Learning based approaches have witnessed great successes in blind single image super-resolution (SISR) tasks, however, handcrafted kernel priors and learning based kernel priors are typically required. In this paper, we propose a meta-learning and Markov Chain Monte Carlo (MCMC) based SISR approach to learn kernel priors from organized randomness. In concrete, a lightweight network is adopted as kernel generator, and is optimized via learning from the MCMC simulation on random Gaussian distributions. This procedure provides an approximation for the rational blur kernel, and introduces a network-level Langevin dynamics into SISR optimization processes, which contributes to preventing bad local optimal solutions for kernel estimation. Meanwhile, a meta-learning based alternating optimization procedure is proposed to optimize the kernel generator and image restorer, respectively.

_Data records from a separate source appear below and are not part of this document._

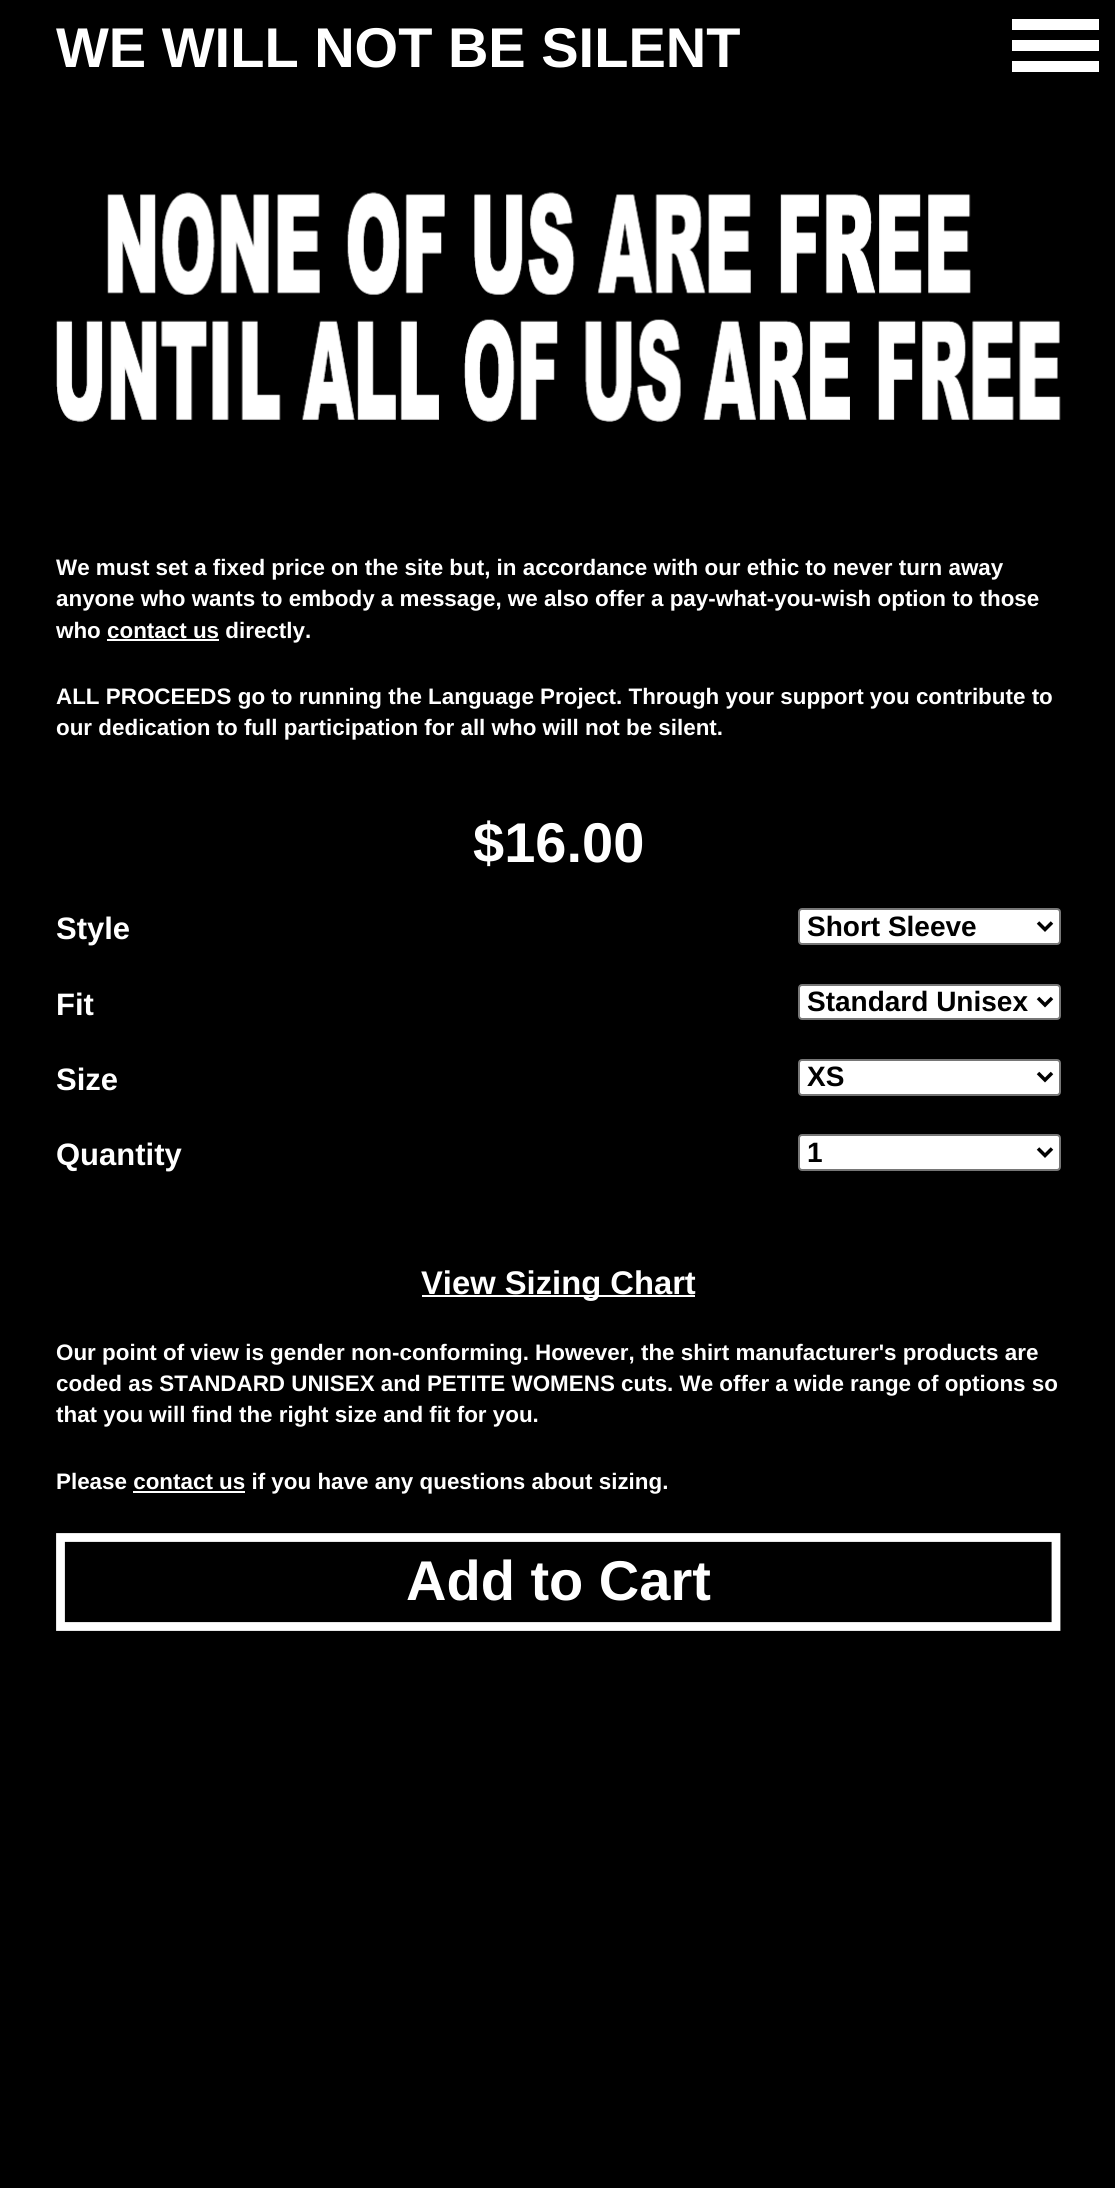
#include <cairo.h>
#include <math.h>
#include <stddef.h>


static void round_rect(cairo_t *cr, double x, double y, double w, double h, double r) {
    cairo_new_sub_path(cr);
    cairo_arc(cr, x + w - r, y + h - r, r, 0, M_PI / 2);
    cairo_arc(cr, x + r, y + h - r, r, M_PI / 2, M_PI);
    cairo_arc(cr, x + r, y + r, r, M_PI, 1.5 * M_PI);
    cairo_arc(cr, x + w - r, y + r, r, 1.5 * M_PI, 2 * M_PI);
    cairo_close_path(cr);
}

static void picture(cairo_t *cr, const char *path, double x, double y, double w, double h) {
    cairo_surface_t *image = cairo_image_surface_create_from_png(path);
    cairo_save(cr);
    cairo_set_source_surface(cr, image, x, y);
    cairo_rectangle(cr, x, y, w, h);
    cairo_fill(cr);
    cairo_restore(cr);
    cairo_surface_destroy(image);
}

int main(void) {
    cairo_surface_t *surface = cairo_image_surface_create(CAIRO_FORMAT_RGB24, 1115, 2188);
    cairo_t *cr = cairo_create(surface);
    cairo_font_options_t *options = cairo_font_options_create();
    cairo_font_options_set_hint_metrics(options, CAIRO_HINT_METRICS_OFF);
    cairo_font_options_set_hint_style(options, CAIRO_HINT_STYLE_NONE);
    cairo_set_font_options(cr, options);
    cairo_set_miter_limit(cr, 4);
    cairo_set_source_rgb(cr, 0, 0, 0);
    cairo_paint(cr);
    cairo_select_font_face(cr, "Liberation Sans", CAIRO_FONT_SLANT_NORMAL, CAIRO_FONT_WEIGHT_BOLD);
    cairo_set_font_size(cr, 56);
    cairo_set_source_rgb(cr, 1, 1, 1);
    cairo_move_to(cr, 56, 67);
    cairo_show_text(cr, "WE WILL NOT BE SILENT");
    cairo_rectangle(cr, 1012, 19, 87, 11);
    cairo_fill(cr);
    cairo_rectangle(cr, 1012, 40, 87, 11);
    cairo_fill(cr);
    cairo_rectangle(cr, 1012, 61, 87, 11);
    cairo_fill(cr);
    picture(cr, "img1.png", 56, 192, 1005, 230);
    cairo_set_font_size(cr, 22.4);
    cairo_move_to(cr, 56, 575);
    cairo_show_text(cr, "We must set a fixed price on the site but, in accordance with our ethic to never turn away");
    cairo_move_to(cr, 56, 606);
    cairo_show_text(cr, "anyone who wants to embody a message, we also offer a pay-what-you-wish option to those");
    cairo_move_to(cr, 56, 638);
    cairo_show_text(cr, "who contact us directly.");
    cairo_rectangle(cr, 107, 639, 112, 2);
    cairo_fill(cr);
    cairo_move_to(cr, 56, 704);
    cairo_show_text(cr, "ALL PROCEEDS go to running the Language Project. Through your support you contribute to");
    cairo_move_to(cr, 56, 735);
    cairo_show_text(cr, "our dedication to full participation for all who will not be silent.");
    cairo_set_font_size(cr, 56);
    cairo_move_to(cr, 473, 862);
    cairo_show_text(cr, "$16.00");
    cairo_set_font_size(cr, 31);
    cairo_move_to(cr, 56, 939);
    cairo_show_text(cr, "Style");
    round_rect(cr, 799, 909, 261, 35, 3);
    cairo_fill_preserve(cr);
    cairo_set_source_rgb(cr, 0.463, 0.463, 0.463);
    cairo_stroke(cr);
    cairo_new_path(cr);
    cairo_move_to(cr, 1038, 922.5);
    cairo_line_to(cr, 1045, 929.5);
    cairo_line_to(cr, 1052, 922.5);
    cairo_set_source_rgb(cr, 0, 0, 0);
    cairo_set_line_width(cr, 3.5);
    cairo_stroke(cr);
    cairo_set_font_size(cr, 28);
    cairo_move_to(cr, 807, 936);
    cairo_show_text(cr, "Short Sleeve");
    cairo_set_font_size(cr, 31);
    cairo_set_source_rgb(cr, 1, 1, 1);
    cairo_move_to(cr, 56, 1015);
    cairo_show_text(cr, "Fit");
    round_rect(cr, 799, 985, 261, 34, 3);
    cairo_fill_preserve(cr);
    cairo_set_source_rgb(cr, 0.463, 0.463, 0.463);
    cairo_set_line_width(cr, 2);
    cairo_stroke(cr);
    cairo_new_path(cr);
    cairo_move_to(cr, 1038, 998);
    cairo_line_to(cr, 1045, 1005);
    cairo_line_to(cr, 1052, 998);
    cairo_set_source_rgb(cr, 0, 0, 0);
    cairo_set_line_width(cr, 3.5);
    cairo_stroke(cr);
    cairo_set_font_size(cr, 28);
    cairo_move_to(cr, 807, 1011);
    cairo_show_text(cr, "Standard Unisex");
    cairo_set_font_size(cr, 31);
    cairo_set_source_rgb(cr, 1, 1, 1);
    cairo_move_to(cr, 56, 1090);
    cairo_show_text(cr, "Size");
    round_rect(cr, 799, 1060, 261, 35, 3);
    cairo_fill_preserve(cr);
    cairo_set_source_rgb(cr, 0.463, 0.463, 0.463);
    cairo_set_line_width(cr, 2);
    cairo_stroke(cr);
    cairo_new_path(cr);
    cairo_move_to(cr, 1038, 1073);
    cairo_line_to(cr, 1045, 1080);
    cairo_line_to(cr, 1052, 1073);
    cairo_set_source_rgb(cr, 0, 0, 0);
    cairo_set_line_width(cr, 3.5);
    cairo_stroke(cr);
    cairo_set_font_size(cr, 28);
    cairo_move_to(cr, 807, 1086);
    cairo_show_text(cr, "XS");
    cairo_set_font_size(cr, 31);
    cairo_set_source_rgb(cr, 1, 1, 1);
    cairo_move_to(cr, 56, 1165);
    cairo_show_text(cr, "Quantity");
    round_rect(cr, 799, 1135, 261, 35, 3);
    cairo_fill_preserve(cr);
    cairo_set_source_rgb(cr, 0.463, 0.463, 0.463);
    cairo_set_line_width(cr, 2);
    cairo_stroke(cr);
    cairo_new_path(cr);
    cairo_move_to(cr, 1038, 1148.5);
    cairo_line_to(cr, 1045, 1155.5);
    cairo_line_to(cr, 1052, 1148.5);
    cairo_set_source_rgb(cr, 0, 0, 0);
    cairo_set_line_width(cr, 3.5);
    cairo_stroke(cr);
    cairo_set_font_size(cr, 28);
    cairo_move_to(cr, 807, 1162);
    cairo_show_text(cr, "1");
    cairo_set_source_rgb(cr, 1, 1, 1);
    cairo_rectangle(cr, 422, 1295, 273, 2);
    cairo_fill(cr);
    cairo_set_font_size(cr, 32.75);
    cairo_move_to(cr, 421, 1294);
    cairo_show_text(cr, "View Sizing Chart");
    cairo_set_font_size(cr, 22.4);
    cairo_move_to(cr, 56, 1360);
    cairo_show_text(cr, "Our point of view is gender non-conforming. However, the shirt manufacturer's products are");
    cairo_move_to(cr, 56, 1391);
    cairo_show_text(cr, "coded as STANDARD UNISEX and PETITE WOMENS cuts. We offer a wide range of options so");
    cairo_move_to(cr, 56, 1422);
    cairo_show_text(cr, "that you will find the right size and fit for you.");
    cairo_move_to(cr, 56, 1489);
    cairo_show_text(cr, "Please contact us if you have any questions about sizing.");
    cairo_rectangle(cr, 133, 1491, 112, 2);
    cairo_fill(cr);
    cairo_new_path(cr);
    cairo_move_to(cr, 60.5, 1537.5);
    cairo_line_to(cr, 1056, 1537.5);
    cairo_line_to(cr, 1056, 1626.5);
    cairo_line_to(cr, 60.5, 1626.5);
    cairo_close_path(cr);
    cairo_set_line_width(cr, 8.8);
    cairo_stroke(cr);
    cairo_set_font_size(cr, 56);
    cairo_move_to(cr, 406, 1600);
    cairo_show_text(cr, "Add to Cart");
    cairo_surface_write_to_png(surface, "page.png");
    cairo_font_options_destroy(options);
    cairo_destroy(cr);
    cairo_surface_destroy(surface);
    return 0;
}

In contrast to the conventional alternating minimization strategy, a meta-learning based framework is applied to learn an adaptive optimization strategy, which is less-greedy and results in better convergence performance. These two procedures are iteratively processed in a plug-and-play fashion, for the first time, realizing a learning-based but plug-and-play blind SISR solution in unsupervised inference. Extensive simulations demonstrate the superior performance and generalization ability of the proposed approach when compared with the Start-of-the-Art solutions on synthesis and real-world datasets.